| What is expected |
Within the records below, filter for lines carrying the word "then" and copy them.

Stored data entries:
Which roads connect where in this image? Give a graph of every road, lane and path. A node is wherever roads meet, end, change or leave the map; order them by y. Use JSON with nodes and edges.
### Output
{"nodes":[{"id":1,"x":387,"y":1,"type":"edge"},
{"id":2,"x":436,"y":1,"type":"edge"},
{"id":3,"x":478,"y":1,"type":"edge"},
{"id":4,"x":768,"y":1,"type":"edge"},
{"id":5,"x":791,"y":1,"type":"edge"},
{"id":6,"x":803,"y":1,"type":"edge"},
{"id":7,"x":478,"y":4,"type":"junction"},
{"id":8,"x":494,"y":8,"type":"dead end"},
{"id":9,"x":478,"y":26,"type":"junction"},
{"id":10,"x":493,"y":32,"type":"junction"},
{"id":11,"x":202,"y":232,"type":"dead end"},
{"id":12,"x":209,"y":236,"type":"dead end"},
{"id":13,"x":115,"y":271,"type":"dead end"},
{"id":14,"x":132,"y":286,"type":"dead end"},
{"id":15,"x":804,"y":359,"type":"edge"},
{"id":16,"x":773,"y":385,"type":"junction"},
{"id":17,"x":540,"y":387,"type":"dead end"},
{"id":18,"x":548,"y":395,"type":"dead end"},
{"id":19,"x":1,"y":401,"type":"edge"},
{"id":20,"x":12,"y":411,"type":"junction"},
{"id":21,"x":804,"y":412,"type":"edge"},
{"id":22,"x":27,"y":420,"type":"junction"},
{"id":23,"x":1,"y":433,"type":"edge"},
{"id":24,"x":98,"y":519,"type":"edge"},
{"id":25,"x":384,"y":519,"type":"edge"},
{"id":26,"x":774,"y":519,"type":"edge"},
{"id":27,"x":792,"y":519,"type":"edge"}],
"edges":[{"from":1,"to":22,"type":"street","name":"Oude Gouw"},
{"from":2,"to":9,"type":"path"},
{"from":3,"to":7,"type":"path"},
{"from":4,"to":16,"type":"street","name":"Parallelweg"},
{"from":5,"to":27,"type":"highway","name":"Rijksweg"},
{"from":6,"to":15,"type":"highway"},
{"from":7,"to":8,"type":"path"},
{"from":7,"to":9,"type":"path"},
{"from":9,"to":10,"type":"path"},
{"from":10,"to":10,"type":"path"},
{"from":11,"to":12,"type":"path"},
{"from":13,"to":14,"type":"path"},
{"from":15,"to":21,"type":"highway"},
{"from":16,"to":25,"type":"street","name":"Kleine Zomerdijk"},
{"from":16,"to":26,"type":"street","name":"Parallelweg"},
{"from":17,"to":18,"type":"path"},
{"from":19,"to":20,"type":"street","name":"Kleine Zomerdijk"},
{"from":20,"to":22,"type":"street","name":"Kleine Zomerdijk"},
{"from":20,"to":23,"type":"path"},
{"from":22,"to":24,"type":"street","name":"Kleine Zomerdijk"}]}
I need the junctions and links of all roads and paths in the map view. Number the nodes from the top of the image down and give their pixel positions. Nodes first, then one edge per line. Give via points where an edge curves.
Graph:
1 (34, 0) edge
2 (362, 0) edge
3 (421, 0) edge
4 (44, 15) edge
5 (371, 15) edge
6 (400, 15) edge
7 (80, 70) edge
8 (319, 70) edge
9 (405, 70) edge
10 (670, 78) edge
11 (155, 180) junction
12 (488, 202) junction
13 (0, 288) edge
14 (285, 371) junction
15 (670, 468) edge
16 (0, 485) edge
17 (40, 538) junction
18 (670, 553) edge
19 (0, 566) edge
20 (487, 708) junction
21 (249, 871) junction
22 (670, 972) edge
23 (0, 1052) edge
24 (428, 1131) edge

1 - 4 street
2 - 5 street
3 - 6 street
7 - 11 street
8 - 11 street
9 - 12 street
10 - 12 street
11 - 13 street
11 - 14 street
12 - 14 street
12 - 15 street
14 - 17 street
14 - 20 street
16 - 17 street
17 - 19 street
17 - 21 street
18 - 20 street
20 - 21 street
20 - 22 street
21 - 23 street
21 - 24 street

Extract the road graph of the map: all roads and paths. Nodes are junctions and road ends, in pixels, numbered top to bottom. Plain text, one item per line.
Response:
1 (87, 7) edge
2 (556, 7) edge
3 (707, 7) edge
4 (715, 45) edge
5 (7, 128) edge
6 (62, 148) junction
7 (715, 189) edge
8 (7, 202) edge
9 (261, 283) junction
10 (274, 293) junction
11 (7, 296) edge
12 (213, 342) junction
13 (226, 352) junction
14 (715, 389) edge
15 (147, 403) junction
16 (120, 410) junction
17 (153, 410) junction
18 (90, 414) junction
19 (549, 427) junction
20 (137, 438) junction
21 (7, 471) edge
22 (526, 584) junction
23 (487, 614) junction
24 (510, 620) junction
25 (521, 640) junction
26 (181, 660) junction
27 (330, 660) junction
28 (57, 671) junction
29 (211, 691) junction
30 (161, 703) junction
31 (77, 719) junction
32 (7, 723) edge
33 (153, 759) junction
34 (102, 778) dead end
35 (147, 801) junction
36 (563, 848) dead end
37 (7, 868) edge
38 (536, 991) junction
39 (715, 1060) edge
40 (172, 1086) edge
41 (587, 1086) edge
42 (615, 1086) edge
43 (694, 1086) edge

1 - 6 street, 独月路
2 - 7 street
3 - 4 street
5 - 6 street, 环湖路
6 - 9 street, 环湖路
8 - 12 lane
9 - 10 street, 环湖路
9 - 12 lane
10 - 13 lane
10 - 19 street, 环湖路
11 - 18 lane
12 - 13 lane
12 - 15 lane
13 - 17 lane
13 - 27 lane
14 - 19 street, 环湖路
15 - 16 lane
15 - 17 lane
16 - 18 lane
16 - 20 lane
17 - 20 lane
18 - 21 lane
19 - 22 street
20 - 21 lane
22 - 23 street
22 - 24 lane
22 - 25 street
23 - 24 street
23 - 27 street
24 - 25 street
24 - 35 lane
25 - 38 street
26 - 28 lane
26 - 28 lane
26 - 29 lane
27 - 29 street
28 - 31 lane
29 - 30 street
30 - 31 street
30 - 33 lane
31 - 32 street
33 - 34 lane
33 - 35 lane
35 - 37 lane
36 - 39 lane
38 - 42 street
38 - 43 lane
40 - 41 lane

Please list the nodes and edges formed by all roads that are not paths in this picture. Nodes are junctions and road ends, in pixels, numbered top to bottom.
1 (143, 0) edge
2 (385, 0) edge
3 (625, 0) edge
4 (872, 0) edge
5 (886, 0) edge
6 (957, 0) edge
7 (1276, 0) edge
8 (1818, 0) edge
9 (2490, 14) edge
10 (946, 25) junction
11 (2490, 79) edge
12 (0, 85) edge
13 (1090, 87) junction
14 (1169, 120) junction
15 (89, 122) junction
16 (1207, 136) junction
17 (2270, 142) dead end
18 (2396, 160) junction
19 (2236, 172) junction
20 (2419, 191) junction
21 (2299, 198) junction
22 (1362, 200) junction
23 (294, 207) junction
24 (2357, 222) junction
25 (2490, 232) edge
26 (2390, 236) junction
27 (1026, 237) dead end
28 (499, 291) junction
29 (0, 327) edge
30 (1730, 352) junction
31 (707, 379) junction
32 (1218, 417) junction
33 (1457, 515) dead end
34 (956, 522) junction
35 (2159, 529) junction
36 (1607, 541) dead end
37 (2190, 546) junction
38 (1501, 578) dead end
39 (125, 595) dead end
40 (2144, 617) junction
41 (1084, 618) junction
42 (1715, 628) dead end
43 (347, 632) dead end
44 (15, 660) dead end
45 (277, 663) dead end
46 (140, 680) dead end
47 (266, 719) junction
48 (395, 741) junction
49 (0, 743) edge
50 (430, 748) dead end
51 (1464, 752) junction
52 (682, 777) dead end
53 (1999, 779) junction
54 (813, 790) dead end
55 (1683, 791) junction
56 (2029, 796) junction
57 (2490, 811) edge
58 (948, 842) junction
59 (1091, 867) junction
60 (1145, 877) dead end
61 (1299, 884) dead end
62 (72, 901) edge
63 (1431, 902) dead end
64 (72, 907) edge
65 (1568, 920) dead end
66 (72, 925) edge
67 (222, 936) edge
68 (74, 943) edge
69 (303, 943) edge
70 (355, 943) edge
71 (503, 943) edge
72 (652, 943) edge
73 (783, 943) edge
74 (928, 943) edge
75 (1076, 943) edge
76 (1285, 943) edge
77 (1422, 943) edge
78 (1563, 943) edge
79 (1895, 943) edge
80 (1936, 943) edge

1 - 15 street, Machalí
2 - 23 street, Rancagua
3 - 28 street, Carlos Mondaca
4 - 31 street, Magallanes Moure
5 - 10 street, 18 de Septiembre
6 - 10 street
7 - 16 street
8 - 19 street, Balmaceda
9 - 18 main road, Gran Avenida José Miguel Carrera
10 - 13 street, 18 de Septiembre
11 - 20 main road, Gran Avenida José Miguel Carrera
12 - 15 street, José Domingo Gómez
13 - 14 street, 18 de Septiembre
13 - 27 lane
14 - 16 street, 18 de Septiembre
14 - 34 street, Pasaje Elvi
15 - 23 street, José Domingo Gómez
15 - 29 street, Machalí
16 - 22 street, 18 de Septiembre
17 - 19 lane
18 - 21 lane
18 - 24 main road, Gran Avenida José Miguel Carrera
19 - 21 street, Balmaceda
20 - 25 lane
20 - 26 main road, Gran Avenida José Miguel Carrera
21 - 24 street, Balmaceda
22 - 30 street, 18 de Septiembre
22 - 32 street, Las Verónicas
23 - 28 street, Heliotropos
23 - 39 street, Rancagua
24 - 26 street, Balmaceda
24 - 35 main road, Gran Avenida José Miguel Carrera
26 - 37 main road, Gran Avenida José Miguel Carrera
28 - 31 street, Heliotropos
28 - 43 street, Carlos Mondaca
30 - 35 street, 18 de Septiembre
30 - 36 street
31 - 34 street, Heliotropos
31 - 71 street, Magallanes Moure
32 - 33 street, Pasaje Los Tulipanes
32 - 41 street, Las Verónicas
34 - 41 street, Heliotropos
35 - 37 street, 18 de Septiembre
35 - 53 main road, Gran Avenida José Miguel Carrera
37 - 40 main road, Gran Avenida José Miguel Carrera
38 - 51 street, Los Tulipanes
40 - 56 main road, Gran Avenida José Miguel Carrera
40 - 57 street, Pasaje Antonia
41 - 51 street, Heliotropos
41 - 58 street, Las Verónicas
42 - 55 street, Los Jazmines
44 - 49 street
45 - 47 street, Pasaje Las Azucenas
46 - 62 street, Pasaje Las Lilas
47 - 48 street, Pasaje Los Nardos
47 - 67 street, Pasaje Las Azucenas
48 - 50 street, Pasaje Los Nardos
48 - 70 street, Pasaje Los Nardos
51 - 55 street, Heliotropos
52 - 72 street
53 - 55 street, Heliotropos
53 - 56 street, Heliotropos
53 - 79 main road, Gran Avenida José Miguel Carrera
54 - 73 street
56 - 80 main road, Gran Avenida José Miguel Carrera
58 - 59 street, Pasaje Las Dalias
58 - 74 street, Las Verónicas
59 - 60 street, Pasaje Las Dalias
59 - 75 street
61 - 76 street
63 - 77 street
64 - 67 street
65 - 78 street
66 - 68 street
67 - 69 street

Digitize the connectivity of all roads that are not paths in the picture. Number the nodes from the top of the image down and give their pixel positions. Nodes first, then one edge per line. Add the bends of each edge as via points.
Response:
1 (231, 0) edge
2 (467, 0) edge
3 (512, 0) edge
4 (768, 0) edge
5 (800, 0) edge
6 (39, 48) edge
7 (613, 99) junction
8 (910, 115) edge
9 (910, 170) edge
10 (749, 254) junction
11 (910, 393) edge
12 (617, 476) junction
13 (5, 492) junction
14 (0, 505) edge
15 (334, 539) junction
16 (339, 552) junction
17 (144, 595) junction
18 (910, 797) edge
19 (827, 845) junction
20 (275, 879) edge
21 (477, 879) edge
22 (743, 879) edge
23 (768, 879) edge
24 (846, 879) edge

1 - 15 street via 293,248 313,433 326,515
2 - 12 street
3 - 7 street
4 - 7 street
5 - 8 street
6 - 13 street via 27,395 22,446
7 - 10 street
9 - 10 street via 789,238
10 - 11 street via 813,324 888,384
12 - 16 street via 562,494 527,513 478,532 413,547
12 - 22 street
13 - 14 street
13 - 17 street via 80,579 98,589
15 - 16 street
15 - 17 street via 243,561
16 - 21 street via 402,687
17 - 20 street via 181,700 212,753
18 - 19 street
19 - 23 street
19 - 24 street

| Reply to the task |
I need the junctions and links of all roads and paths in the map view. Number the nodes from the top of the image down and give their pixel positions. Nodes first, then one edge per line. Give via points where an edge curves.
Digitize the connectivity of all roads that are not paths in the picture. Number the nodes from the top of the image down and give their pixel positions. Nodes first, then one edge per line. Add the bends of each edge as via points.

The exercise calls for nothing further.